Il disegno di legge in questione ha lo scopo di aumentare le somme che la legge regionale 26 agosto 1974, n. 35, e successive modificazioni, destina al finanziamento dell'attività svolta dalle società e federazioni sportive operanti in Valle d'Aosta,

Una maggiore disponibilità di fondi in tale settore si giustifica in primo luogo alla luce del processo inflazionistico in atto, in conseguenza del quale i contributi da erogarsi nel corso del 1977, quali attualmente risultano dal piano di riparto già approvato dalla Giunta regionale, appaiono in termini reali inferiori a quelli erogati nel 1976 Di qui l'opportunità di un'integrazione che consenta alle società e federazioni sportive di mantenere la loro attività almeno ai livelli dello scorso anno.

La seconda motivazione dell'aumento proposto è invece costituita dalla necessità di concedere all'Unione sportiva Aosta calcio un contributo di carattere straordinario che consenta di sanare, almeno in parte, l'attuale disavanzo di gestione della Società,

Quest'ultima infatti, pur militando temporaneamente nel girone A del campionato di promozione, ha tuttavia una struttura tecnica ed organizzativa, e quindi una dimensione di costi, corrispondenti a livelli sensibilmente superiori (cui dovrebbe peraltro accedere già a partire dalla prossima stagione agonistica) per cui il contributo regionale assegnato alla Società per il 1977 appare assolutamente insufficiente in rapporto alle effettive esigenze.

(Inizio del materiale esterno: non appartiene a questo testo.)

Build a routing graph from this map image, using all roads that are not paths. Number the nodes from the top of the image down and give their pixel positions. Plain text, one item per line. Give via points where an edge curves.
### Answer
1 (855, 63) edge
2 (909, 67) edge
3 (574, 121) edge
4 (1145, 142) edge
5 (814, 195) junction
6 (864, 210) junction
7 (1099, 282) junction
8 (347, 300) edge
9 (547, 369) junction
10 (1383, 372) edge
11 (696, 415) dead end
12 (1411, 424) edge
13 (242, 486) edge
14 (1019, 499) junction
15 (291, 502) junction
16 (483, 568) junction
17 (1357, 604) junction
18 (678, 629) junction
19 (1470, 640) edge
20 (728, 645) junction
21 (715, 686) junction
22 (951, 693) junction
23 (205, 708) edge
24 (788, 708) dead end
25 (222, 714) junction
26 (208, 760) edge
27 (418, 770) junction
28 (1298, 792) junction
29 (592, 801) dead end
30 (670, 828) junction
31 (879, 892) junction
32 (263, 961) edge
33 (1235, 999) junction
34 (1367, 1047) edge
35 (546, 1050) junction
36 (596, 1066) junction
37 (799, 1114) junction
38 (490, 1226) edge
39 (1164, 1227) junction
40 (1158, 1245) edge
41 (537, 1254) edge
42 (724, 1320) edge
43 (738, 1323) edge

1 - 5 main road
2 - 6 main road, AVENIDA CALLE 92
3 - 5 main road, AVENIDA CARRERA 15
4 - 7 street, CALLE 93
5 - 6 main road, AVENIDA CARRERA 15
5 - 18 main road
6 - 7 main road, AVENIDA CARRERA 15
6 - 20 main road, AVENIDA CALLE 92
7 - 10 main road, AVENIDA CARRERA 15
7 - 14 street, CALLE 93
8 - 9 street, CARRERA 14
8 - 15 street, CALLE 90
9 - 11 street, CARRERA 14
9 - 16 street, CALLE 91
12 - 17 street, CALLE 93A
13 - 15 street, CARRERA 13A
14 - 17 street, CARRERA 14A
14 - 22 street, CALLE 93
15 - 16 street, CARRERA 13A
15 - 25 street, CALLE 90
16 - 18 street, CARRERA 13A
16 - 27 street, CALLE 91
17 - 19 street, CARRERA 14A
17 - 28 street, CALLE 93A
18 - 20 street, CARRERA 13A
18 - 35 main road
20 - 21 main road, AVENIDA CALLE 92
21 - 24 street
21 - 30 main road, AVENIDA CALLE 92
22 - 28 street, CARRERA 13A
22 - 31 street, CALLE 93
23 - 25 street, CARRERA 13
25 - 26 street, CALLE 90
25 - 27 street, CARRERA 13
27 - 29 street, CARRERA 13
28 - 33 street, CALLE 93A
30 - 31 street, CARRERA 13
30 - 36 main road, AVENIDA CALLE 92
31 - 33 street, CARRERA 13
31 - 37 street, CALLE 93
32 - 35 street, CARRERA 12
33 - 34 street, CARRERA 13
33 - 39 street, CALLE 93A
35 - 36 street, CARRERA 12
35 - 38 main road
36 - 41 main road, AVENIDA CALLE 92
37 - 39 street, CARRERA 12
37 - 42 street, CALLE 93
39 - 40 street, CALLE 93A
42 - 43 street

L'attuale dimensione della Società è, d'altro canto, da ritenersi giustificata non solo in conseguenza della prevedibile transitorietà della collocazione nell'attuale girone, ma anche in considerazione della simpatia e del seguito che la squadra dell'Aosta ha avuto in passato ed ha tuttora tra la popolazione valdostana.

(Segue testo del disegno di legge riportato in calce al provvedimento)

---

Il Presidente della Giunta ANDRIONE illustra brevemente il disegno di legge.

Il Consigliere LANIVI sottolinea che gli stanziamenti di fondi destinati all'attività sportiva sono rimasti immutati dal 1974.

Rileva il fatto che, a quanto si dice, una buona parte dello stanziamento previsto dal disegno di legge in esame andrebbe a sanare la situazione deficitaria dell'U.S. Aosta Calcio.

Invita la Giunta a riunire l'Assemblea sportiva per la ripartizione dei 70 milioni di cui al disegno di legge in esame.

Il Consigliere TAMONE concorda con il parere espresso dal Consigliere Dolchi in sede di Commissione circa la necessità di distinguere i finanziamenti per lo sport, dai contributi all'U.S. Aosta e dalle spese per manifestazioni di tipo particolare.

Ritiene che già all'inizio dell'anno si dovrebbe stabilire una suddivisione delle spese, con capitoli specifici, ad evitare le difficoltà, messe in evidenza dal Consigliere Lanivi, sulla ripartizione dei fondi.

Il Consigliere DOLCHI ribadisce i concetti già espressi dal Consigliere Tamone. Rileva una certa contraddittorietà tra la relazione, che prevede l'aumento dello stanziamento per l'U.S. Aosta Calcio, e l'eccezionalità dell'intervento nei confronti di questa squadra.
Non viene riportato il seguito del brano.